Dumb cane gets it’s common name because it renders a person (or animal) “dumb” after consuming it. Ingestion causes stinging and burning in the mouth and throat, so keep this plant far away from pets and children. Easy to grow with beautiful foliage, it’s a nice addition to any room – even in low light.
|Light||Bright, indirect light is preferred, but will tolerate low light areas. Growth is slowed in low light, but the plant will survive just fine.|
|Temperature||The ideal temperature for dieffenbachia is 65 to 75 degrees F. Avoid temperatures below 50 degrees F to prevent injury.|
|Humidity||High humidity results in vigorous growth. Place near a humidifier or on a humidity tray (a shallow tray filled with pebbles and water).|
|Water||Maintain moist but not wet soil. Water thoroughly when the top of the potting soil is dry to the touch.

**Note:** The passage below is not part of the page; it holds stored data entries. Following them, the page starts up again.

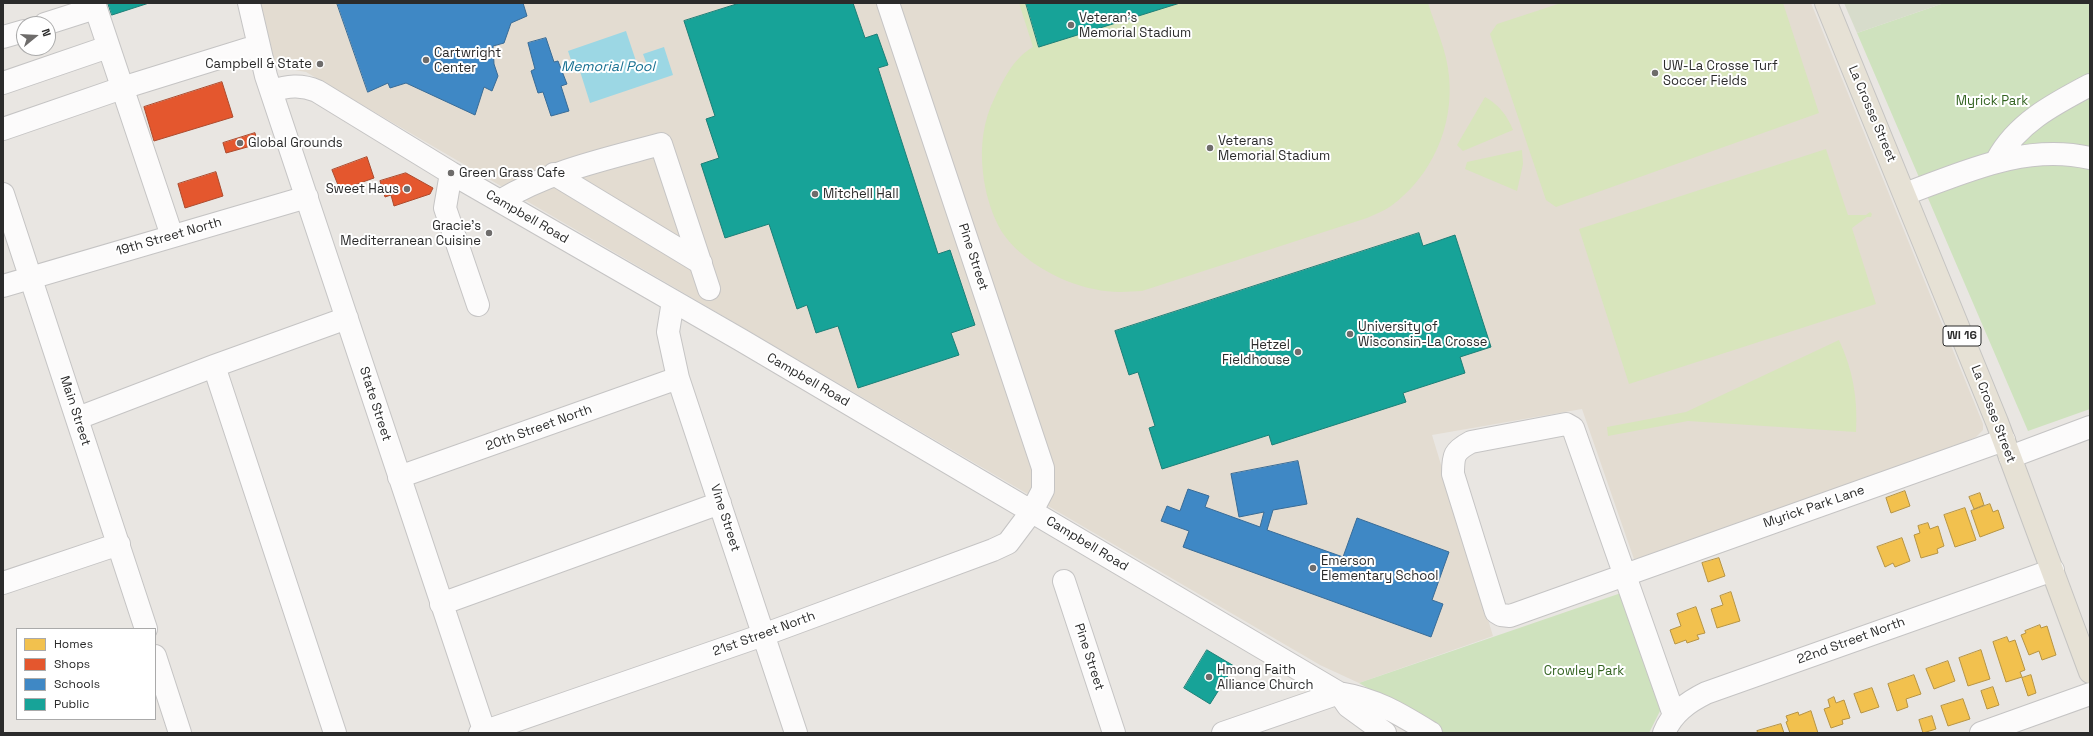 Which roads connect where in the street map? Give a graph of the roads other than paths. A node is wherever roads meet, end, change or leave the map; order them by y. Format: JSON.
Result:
{"nodes":[{"id":1,"x":235,"y":3,"type":"edge"},
{"id":2,"x":249,"y":3,"type":"edge"},
{"id":3,"x":888,"y":3,"type":"edge"},
{"id":4,"x":1826,"y":3,"type":"edge"},
{"id":5,"x":94,"y":5,"type":"edge"},
{"id":6,"x":56,"y":20,"type":"edge"},
{"id":7,"x":16,"y":33,"type":"edge"},
{"id":8,"x":3,"y":37,"type":"edge"},
{"id":9,"x":108,"y":47,"type":"junction"},
{"id":10,"x":254,"y":48,"type":"junction"},
{"id":11,"x":3,"y":83,"type":"edge"},
{"id":12,"x":269,"y":84,"type":"junction"},
{"id":13,"x":2090,"y":85,"type":"edge"},
{"id":14,"x":122,"y":88,"type":"junction"},
{"id":15,"x":3,"y":129,"type":"edge"},
{"id":16,"x":2090,"y":158,"type":"edge"},
{"id":17,"x":1997,"y":160,"type":"junction"},
{"id":18,"x":451,"y":173,"type":"junction"},
{"id":19,"x":554,"y":174,"type":"junction"},
{"id":20,"x":3,"y":194,"type":"edge"},
{"id":21,"x":1905,"y":194,"type":"junction"},
{"id":22,"x":307,"y":198,"type":"junction"},
{"id":23,"x":500,"y":201,"type":"junction"},
{"id":24,"x":172,"y":236,"type":"junction"},
{"id":25,"x":700,"y":263,"type":"junction"},
{"id":26,"x":30,"y":277,"type":"junction"},
{"id":27,"x":3,"y":286,"type":"edge"},
{"id":28,"x":709,"y":289,"type":"dead end"},
{"id":29,"x":673,"y":301,"type":"junction"},
{"id":30,"x":478,"y":305,"type":"dead end"},
{"id":31,"x":347,"y":318,"type":"junction"},
{"id":32,"x":214,"y":366,"type":"junction"},
{"id":33,"x":678,"y":378,"type":"junction"},
{"id":34,"x":78,"y":418,"type":"junction"},
{"id":35,"x":2090,"y":427,"type":"edge"},
{"id":36,"x":2007,"y":449,"type":"junction"},
{"id":37,"x":399,"y":477,"type":"junction"},
{"id":38,"x":720,"y":503,"type":"junction"},
{"id":39,"x":1032,"y":511,"type":"junction"},
{"id":40,"x":119,"y":544,"type":"junction"},
{"id":41,"x":2053,"y":570,"type":"junction"},
{"id":42,"x":1623,"y":574,"type":"junction"},
{"id":43,"x":1064,"y":582,"type":"dead end"},
{"id":44,"x":3,"y":583,"type":"edge"},
{"id":45,"x":442,"y":604,"type":"junction"},
{"id":46,"x":146,"y":628,"type":"edge"},
{"id":47,"x":763,"y":634,"type":"junction"},
{"id":48,"x":156,"y":659,"type":"edge"},
{"id":49,"x":2090,"y":672,"type":"edge"},
{"id":50,"x":1339,"y":693,"type":"junction"},
{"id":51,"x":2090,"y":694,"type":"edge"},
{"id":52,"x":1669,"y":724,"type":"edge"},
{"id":53,"x":483,"y":732,"type":"edge"},
{"id":54,"x":180,"y":733,"type":"edge"},
{"id":55,"x":335,"y":733,"type":"edge"},
{"id":56,"x":796,"y":733,"type":"edge"},
{"id":57,"x":1114,"y":733,"type":"edge"},
{"id":58,"x":1223,"y":733,"type":"edge"},
{"id":59,"x":1386,"y":733,"type":"edge"},
{"id":60,"x":1431,"y":733,"type":"edge"},
{"id":61,"x":1981,"y":733,"type":"edge"}],
"edges":[{"from":1,"to":10,"type":"street","name":"State Street"},
{"from":2,"to":12,"type":"street","name":"State Street"},
{"from":3,"to":39,"type":"street","name":"Pine Street"},
{"from":4,"to":21,"type":"main road","name":"La Crosse Street","number":"WI 16"},
{"from":5,"to":6,"type":"street"},
{"from":5,"to":9,"type":"street"},
{"from":7,"to":8,"type":"street"},
{"from":9,"to":11,"type":"street"},
{"from":9,"to":14,"type":"street"},
{"from":10,"to":12,"type":"street","name":"State Street"},
{"from":10,"to":14,"type":"street"},
{"from":12,"to":18,"type":"street","name":"Campbell Road"},
{"from":12,"to":22,"type":"street","name":"State Street"},
{"from":13,"to":17,"type":"street"},
{"from":14,"to":15,"type":"street"},
{"from":14,"to":24,"type":"street"},
{"from":16,"to":17,"type":"street"},
{"from":17,"to":21,"type":"street"},
{"from":18,"to":23,"type":"street","name":"Campbell Road"},
{"from":18,"to":30,"type":"street"},
{"from":19,"to":23,"type":"street"},
{"from":19,"to":25,"type":"street"},
{"from":19,"to":25,"type":"street"},
{"from":20,"to":26,"type":"street","name":"Main Street"},
{"from":21,"to":36,"type":"main road","name":"La Crosse Street","number":"WI 16"},
{"from":22,"to":24,"type":"street","name":"19th Street North"},
{"from":22,"to":31,"type":"street","name":"State Street"},
{"from":23,"to":29,"type":"street","name":"Campbell Road"},
{"from":24,"to":26,"type":"street","name":"19th Street North"},
{"from":25,"to":28,"type":"street"},
{"from":26,"to":27,"type":"street","name":"19th Street North"},
{"from":26,"to":34,"type":"street","name":"Main Street"},
{"from":29,"to":33,"type":"street","name":"Vine Street"},
{"from":29,"to":39,"type":"street","name":"Campbell Road"},
{"from":31,"to":32,"type":"street"},
{"from":31,"to":37,"type":"street","name":"State Street"},
{"from":32,"to":34,"type":"street"},
{"from":32,"to":55,"type":"street"},
{"from":33,"to":37,"type":"street","name":"20th Street North"},
{"from":33,"to":38,"type":"street","name":"Vine Street"},
{"from":34,"to":40,"type":"street","name":"Main Street"},
{"from":35,"to":36,"type":"street","name":"Myrick Park Lane"},
{"from":36,"to":41,"type":"main road","name":"La Crosse Street","number":"WI 16"},
{"from":36,"to":42,"type":"street","name":"Myrick Park Lane"},
{"from":37,"to":45,"type":"street","name":"State Street"},
{"from":38,"to":45,"type":"street"},
{"from":38,"to":47,"type":"street","name":"Vine Street"},
{"from":39,"to":47,"type":"street","name":"21st Street North"},
{"from":39,"to":50,"type":"street","name":"Campbell Road"},
{"from":40,"to":44,"type":"street"},
{"from":40,"to":46,"type":"street","name":"Main Street"},
{"from":41,"to":49,"type":"main road","name":"La Crosse Street","number":"WI 16"},
{"from":41,"to":52,"type":"street","name":"22nd Street North"},
{"from":42,"to":42,"type":"street","name":"Myrick Park Lane"},
{"from":42,"to":52,"type":"street"},
{"from":43,"to":57,"type":"street","name":"Pine Street"},
{"from":45,"to":53,"type":"street","name":"State Street"},
{"from":47,"to":53,"type":"street","name":"21st Street North"},
{"from":47,"to":56,"type":"street","name":"Vine Street"},
{"from":48,"to":54,"type":"street"},
{"from":50,"to":58,"type":"street"},
{"from":50,"to":59,"type":"street","name":"Campbell Road"},
{"from":50,"to":60,"type":"street","name":"Campbell Road"},
{"from":51,"to":61,"type":"street"}]}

Don’t allow the plant to become waterlogged.|
|Fertilizer||Dieffenbachia are heavy feeders. Use a balanced fertilizer such as 20-20-20 once every four to six weeks during active growth.|
How to Improve Allergies with Indoor Plants
According to the NASA clean air studies, 15 to 18 houseplants in 6- to 8-inch diameter containers will improve air quality in an 1800 square foot house. The more foliage the plants have, the more effective they are in purifying the air and improving allergy symptoms.
You don’t need 15 different plants, either. You can have three English ivy plants and five philodendrons, etc. If your budget is limited, try something like a spider plant. When it puts off pups, plant them in different containers and you’ll have multiple allergy fighting plants for the price of one.
Also, keep in mind that the healthier the plant is, the better it will improve air quality. Check out a good care guide for your plants to make sure they’re growing optimally and providing the most benefits.